**WHAT YOU NEED TO DO**
Print all of the entries exactly, minus the pictures.

____

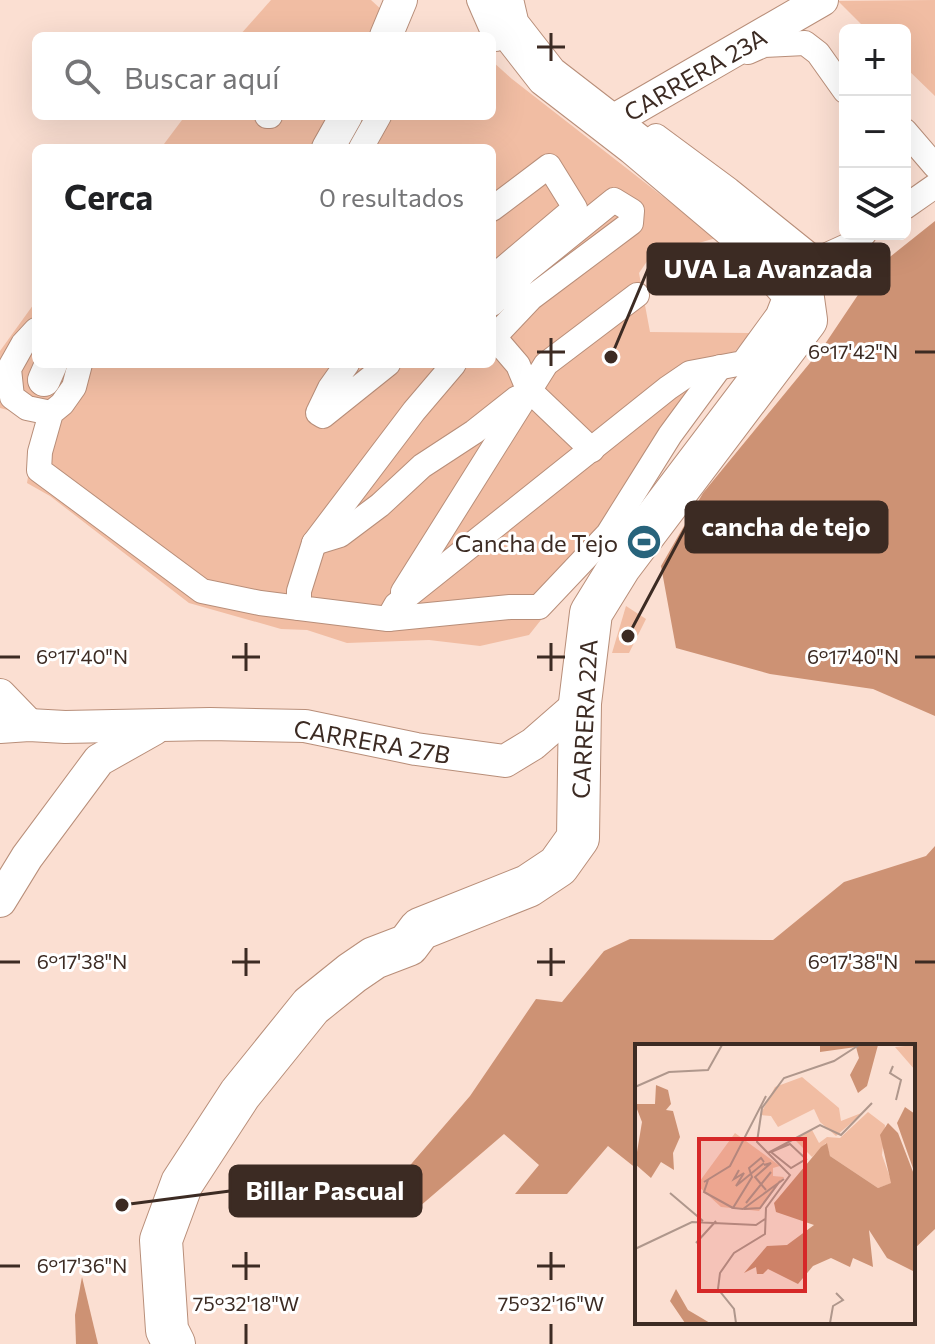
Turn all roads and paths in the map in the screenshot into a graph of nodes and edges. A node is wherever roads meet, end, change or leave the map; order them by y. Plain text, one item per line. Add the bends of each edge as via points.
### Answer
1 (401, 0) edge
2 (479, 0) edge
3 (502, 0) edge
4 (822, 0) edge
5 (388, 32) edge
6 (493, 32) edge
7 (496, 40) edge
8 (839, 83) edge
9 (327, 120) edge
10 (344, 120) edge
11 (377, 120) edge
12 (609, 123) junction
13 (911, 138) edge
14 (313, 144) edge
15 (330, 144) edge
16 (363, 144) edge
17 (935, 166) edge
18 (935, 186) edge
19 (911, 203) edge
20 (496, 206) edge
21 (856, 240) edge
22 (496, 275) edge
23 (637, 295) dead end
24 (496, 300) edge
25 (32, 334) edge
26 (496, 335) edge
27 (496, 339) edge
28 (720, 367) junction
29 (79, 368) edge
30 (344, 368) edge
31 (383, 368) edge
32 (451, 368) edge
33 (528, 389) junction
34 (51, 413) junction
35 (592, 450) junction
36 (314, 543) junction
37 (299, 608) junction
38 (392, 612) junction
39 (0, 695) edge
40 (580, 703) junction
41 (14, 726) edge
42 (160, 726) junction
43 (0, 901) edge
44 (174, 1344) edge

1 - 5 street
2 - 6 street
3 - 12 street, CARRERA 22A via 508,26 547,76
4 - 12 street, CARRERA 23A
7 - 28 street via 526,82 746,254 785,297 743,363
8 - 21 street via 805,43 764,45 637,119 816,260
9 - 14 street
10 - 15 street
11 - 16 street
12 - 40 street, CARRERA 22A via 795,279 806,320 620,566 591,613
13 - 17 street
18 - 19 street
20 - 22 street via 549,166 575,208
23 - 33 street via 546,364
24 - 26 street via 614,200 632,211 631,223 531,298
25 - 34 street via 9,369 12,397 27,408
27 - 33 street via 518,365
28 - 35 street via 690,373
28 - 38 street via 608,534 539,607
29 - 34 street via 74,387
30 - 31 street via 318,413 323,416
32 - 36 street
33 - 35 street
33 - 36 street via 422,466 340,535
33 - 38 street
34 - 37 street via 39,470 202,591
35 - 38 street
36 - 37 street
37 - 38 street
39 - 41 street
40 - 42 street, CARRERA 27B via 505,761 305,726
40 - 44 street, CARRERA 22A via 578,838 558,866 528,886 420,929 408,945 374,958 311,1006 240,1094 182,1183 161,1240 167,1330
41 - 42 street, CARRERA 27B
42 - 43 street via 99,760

____

**SOLUTION TO THIS TASK**
Turn all roads and paths in the map in the screenshot into a graph of nodes and edges. A node is wherever roads meet, end, change or leave the map; order them by y. Plain text, one item per line. Add the bends of each edge as via points.
### Answer
1 (401, 0) edge
2 (479, 0) edge
3 (502, 0) edge
4 (822, 0) edge
5 (388, 32) edge
6 (493, 32) edge
7 (496, 40) edge
8 (839, 83) edge
9 (327, 120) edge
10 (344, 120) edge
11 (377, 120) edge
12 (609, 123) junction
13 (911, 138) edge
14 (313, 144) edge
15 (330, 144) edge
16 (363, 144) edge
17 (935, 166) edge
18 (935, 186) edge
19 (911, 203) edge
20 (496, 206) edge
21 (856, 240) edge
22 (496, 275) edge
23 (637, 295) dead end
24 (496, 300) edge
25 (32, 334) edge
26 (496, 335) edge
27 (496, 339) edge
28 (720, 367) junction
29 (79, 368) edge
30 (344, 368) edge
31 (383, 368) edge
32 (451, 368) edge
33 (528, 389) junction
34 (51, 413) junction
35 (592, 450) junction
36 (314, 543) junction
37 (299, 608) junction
38 (392, 612) junction
39 (0, 695) edge
40 (580, 703) junction
41 (14, 726) edge
42 (160, 726) junction
43 (0, 901) edge
44 (174, 1344) edge

1 - 5 street
2 - 6 street
3 - 12 street, CARRERA 22A via 508,26 547,76
4 - 12 street, CARRERA 23A
7 - 28 street via 526,82 746,254 785,297 743,363
8 - 21 street via 805,43 764,45 637,119 816,260
9 - 14 street
10 - 15 street
11 - 16 street
12 - 40 street, CARRERA 22A via 795,279 806,320 620,566 591,613
13 - 17 street
18 - 19 street
20 - 22 street via 549,166 575,208
23 - 33 street via 546,364
24 - 26 street via 614,200 632,211 631,223 531,298
25 - 34 street via 9,369 12,397 27,408
27 - 33 street via 518,365
28 - 35 street via 690,373
28 - 38 street via 608,534 539,607
29 - 34 street via 74,387
30 - 31 street via 318,413 323,416
32 - 36 street
33 - 35 street
33 - 36 street via 422,466 340,535
33 - 38 street
34 - 37 street via 39,470 202,591
35 - 38 street
36 - 37 street
37 - 38 street
39 - 41 street
40 - 42 street, CARRERA 27B via 505,761 305,726
40 - 44 street, CARRERA 22A via 578,838 558,866 528,886 420,929 408,945 374,958 311,1006 240,1094 182,1183 161,1240 167,1330
41 - 42 street, CARRERA 27B
42 - 43 street via 99,760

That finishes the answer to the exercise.